Species of flowering plant

Polygonum ramosissimum is a North American species of herbaceous annual plants in the buckwheat family, widespread across much of Canada and the United States, where it is commonly called bushy knotweed. It is susceptible to downy mildew caused by the oomycete species Peronospora americana.

==Description==
Polygonum ramosissimum has erect stems growing 30 to 100 cm (sometimes to 200 cm or 80 inches) tall, with yellowish-green to blue-green foliage. The stems are freely branched with closed flowers produced in groups of (1) 2 to 3(5) flowers in the upper ocreae of racemes that are up to 15 cm long, the inflorescences are spike-like. The greenish-yellow, rarely pink or white marked flowers, are on pedicels that are longer than the calyx. The calyx is around 3 mm long and 5-parted with the outer three sepals longer than the inner sepals. The seeds are produced in fruits called achenes, which are egg-shaped, dark brown and around 3 mm long.
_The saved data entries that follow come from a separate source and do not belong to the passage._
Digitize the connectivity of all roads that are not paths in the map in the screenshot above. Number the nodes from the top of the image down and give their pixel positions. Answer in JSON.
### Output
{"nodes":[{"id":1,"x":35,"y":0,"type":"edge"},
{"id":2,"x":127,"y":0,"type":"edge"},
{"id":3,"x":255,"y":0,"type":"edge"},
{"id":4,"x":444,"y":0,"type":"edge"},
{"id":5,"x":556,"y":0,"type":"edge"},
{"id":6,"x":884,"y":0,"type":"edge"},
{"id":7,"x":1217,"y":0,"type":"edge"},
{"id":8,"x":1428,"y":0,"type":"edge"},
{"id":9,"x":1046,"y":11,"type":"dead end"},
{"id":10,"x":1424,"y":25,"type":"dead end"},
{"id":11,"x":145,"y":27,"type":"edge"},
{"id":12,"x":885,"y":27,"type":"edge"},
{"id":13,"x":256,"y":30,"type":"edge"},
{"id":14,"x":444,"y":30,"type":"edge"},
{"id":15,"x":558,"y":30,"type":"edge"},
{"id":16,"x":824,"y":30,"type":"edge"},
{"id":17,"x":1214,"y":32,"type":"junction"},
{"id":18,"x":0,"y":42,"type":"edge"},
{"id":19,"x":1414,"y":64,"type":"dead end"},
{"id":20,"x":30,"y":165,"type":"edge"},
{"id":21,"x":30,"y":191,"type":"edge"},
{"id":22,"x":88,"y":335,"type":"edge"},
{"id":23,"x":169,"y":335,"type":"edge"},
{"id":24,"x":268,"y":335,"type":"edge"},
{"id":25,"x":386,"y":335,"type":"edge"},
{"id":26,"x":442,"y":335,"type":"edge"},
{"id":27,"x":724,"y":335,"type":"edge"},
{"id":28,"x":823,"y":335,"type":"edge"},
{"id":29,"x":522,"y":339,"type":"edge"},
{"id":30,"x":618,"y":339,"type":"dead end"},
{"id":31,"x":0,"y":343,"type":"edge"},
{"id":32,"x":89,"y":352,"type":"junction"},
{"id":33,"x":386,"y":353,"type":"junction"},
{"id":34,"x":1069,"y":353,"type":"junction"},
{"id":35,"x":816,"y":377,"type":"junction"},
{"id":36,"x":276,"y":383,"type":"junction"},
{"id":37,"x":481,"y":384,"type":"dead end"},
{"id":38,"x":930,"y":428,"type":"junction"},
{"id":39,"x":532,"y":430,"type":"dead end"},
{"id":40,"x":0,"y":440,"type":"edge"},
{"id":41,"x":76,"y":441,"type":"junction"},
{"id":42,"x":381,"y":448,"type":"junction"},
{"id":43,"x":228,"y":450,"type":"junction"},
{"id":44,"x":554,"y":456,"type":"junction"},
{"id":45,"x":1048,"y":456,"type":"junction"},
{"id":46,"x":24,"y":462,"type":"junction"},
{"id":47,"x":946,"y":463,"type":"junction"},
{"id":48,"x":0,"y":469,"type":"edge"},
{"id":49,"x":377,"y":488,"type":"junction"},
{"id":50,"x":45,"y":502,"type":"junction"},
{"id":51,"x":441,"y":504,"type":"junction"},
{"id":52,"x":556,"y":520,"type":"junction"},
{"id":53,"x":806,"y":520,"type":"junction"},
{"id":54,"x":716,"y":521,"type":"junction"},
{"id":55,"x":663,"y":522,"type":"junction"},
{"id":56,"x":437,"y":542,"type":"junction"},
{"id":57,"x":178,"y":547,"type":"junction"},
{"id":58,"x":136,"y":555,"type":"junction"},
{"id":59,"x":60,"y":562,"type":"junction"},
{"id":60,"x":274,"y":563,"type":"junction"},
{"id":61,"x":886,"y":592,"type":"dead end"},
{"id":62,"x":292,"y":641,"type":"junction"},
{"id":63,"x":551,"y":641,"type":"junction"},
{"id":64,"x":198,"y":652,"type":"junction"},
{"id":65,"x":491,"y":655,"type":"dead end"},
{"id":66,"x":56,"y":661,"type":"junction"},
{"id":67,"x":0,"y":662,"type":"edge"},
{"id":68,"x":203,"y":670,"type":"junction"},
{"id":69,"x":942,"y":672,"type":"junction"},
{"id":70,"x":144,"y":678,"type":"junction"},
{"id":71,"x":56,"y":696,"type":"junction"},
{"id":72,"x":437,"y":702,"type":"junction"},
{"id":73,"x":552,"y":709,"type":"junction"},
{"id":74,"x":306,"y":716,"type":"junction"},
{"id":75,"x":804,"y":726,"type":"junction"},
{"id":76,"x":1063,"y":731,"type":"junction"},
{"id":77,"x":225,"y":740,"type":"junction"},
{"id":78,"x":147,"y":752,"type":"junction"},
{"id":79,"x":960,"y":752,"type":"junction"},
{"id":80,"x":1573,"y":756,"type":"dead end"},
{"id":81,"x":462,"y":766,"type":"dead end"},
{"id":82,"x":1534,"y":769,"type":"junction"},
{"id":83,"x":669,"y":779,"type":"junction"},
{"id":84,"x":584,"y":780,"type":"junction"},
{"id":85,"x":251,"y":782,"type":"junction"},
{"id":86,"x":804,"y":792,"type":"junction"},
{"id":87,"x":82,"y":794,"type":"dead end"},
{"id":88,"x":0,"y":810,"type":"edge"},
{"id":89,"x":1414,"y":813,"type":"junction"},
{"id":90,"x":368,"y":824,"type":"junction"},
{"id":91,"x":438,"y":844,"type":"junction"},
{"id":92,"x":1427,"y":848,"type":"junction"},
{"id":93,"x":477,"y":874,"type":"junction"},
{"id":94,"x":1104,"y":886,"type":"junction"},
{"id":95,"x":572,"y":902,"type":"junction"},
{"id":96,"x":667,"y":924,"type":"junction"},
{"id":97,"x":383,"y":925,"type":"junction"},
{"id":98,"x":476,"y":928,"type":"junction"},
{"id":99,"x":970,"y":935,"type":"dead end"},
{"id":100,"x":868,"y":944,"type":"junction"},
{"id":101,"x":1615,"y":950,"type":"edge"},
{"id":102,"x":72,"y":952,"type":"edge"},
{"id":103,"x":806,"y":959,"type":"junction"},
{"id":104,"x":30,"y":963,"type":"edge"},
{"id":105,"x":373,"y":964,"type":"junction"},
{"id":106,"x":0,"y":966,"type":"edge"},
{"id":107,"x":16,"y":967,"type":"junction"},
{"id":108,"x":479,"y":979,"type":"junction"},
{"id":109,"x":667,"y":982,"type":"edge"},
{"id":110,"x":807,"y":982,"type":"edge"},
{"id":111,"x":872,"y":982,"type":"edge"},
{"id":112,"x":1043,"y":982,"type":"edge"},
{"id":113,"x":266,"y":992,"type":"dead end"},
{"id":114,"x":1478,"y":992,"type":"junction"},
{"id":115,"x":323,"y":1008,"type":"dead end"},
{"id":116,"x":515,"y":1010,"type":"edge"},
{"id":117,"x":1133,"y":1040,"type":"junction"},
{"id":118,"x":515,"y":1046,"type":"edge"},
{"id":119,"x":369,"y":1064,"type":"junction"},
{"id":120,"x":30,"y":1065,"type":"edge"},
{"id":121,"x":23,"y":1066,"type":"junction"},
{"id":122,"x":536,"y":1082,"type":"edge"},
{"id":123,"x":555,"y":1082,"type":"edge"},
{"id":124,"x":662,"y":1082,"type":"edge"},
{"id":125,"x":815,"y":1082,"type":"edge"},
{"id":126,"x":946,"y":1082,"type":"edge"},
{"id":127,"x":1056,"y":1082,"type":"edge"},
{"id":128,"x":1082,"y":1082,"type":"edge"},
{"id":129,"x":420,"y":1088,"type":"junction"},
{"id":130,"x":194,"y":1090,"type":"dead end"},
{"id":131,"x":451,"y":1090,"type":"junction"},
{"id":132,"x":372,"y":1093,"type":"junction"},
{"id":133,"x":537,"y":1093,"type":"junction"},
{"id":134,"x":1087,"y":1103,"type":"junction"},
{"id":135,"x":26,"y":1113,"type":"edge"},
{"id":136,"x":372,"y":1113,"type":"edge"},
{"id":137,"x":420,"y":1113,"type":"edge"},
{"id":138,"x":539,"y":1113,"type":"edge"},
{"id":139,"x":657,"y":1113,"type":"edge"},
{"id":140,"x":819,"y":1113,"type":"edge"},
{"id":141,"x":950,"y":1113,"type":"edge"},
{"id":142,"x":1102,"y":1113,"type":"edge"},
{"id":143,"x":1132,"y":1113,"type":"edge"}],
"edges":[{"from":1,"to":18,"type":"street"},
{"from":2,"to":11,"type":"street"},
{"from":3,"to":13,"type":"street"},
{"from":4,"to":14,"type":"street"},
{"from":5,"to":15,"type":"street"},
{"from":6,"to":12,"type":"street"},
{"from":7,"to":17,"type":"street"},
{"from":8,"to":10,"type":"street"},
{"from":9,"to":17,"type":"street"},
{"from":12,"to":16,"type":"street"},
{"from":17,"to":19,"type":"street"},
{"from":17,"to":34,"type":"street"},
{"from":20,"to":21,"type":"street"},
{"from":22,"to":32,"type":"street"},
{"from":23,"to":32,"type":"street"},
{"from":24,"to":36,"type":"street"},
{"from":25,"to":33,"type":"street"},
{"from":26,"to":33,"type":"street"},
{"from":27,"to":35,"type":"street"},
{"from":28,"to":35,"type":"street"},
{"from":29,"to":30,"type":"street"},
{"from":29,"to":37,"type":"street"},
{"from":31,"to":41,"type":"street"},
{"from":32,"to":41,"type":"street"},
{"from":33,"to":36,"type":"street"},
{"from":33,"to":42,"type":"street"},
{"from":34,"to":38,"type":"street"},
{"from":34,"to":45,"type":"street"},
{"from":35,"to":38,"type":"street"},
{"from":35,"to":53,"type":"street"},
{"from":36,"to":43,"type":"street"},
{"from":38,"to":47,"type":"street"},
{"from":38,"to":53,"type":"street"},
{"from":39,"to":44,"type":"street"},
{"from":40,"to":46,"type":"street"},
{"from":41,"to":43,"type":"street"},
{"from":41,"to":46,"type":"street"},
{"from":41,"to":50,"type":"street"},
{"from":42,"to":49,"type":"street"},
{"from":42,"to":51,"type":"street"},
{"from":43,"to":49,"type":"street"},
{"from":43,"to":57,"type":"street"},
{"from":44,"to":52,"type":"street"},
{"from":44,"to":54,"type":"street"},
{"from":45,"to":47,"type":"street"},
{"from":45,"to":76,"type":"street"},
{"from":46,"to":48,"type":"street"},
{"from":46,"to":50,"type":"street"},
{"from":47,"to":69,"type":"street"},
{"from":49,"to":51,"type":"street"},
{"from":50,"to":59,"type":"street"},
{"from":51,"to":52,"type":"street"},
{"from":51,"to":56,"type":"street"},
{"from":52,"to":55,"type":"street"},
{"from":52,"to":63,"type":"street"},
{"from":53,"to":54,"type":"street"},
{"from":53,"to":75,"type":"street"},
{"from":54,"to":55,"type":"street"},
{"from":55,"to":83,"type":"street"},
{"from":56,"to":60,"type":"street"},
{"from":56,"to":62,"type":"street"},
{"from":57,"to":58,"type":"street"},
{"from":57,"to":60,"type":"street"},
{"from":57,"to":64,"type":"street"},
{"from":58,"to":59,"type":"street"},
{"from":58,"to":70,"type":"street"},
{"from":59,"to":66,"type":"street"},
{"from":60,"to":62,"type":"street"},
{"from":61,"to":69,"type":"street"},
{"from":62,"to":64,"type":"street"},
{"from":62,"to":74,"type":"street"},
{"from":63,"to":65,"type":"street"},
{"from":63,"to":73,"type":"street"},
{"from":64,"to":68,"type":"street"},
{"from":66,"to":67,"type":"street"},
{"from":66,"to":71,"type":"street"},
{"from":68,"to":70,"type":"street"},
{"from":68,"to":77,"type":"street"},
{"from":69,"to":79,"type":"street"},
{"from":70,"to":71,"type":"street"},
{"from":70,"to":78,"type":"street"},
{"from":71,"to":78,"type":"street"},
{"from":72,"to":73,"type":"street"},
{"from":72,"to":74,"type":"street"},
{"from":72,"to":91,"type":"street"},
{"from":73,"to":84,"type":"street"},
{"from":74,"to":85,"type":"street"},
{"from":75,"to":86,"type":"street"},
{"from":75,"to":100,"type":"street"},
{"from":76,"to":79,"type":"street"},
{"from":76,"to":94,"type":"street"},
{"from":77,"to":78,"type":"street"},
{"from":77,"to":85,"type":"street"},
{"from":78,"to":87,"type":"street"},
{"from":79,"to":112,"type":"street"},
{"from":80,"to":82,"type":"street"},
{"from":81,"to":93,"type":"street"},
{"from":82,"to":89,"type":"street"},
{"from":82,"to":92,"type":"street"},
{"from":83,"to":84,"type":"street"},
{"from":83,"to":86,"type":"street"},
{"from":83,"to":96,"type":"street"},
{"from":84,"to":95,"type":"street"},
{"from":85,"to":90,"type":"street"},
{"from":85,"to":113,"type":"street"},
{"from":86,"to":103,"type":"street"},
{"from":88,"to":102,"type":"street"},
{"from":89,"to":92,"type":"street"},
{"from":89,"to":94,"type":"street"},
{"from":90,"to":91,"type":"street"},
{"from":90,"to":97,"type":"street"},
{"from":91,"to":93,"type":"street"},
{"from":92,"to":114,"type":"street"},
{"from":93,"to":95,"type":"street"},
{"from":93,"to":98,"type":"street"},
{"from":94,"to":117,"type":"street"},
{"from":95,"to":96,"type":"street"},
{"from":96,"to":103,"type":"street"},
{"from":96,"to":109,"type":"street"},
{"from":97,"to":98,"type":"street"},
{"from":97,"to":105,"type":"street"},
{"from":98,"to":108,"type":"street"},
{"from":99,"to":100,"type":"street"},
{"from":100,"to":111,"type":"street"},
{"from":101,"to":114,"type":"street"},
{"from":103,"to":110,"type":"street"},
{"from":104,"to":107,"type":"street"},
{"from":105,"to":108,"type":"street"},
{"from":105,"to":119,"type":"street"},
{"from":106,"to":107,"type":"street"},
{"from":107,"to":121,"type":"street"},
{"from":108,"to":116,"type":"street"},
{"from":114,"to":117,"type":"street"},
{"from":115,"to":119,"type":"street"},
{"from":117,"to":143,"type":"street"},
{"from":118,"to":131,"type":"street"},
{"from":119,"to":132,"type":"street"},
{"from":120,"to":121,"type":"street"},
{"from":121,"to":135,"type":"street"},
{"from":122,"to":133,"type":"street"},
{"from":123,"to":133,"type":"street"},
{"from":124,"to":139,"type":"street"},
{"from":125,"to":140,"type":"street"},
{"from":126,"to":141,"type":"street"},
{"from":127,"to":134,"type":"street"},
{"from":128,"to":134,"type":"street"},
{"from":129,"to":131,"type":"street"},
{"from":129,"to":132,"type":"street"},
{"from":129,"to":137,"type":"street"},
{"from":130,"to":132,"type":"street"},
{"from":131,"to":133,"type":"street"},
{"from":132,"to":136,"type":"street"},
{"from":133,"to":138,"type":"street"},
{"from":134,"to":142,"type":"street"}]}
The achenes also have a smooth shiny surface. The late season achenes are larger, from 4 to 15 mm long.

- Subspecies
There are a number of forms and two subspecies, that vary in flower and foliage coloration. Polygonum ramosissimum has great morphological variability, which is notable on the same plant, between flowers and fruits produced early in the blooming season verses those produced late in the season, plants also show great variation over geographical areas. The following names are widely recognized.
- Polygonum ramosissimum subsp. prolificum (Small) Costea & Tardif
- Polygonum ramosissimum subsp. ramosissimum

In Maryland, the species is listed as endangered or extirpated from the state, in Pennsylvania it has been exterminated from the state, and New Hampshire lists it as threatened.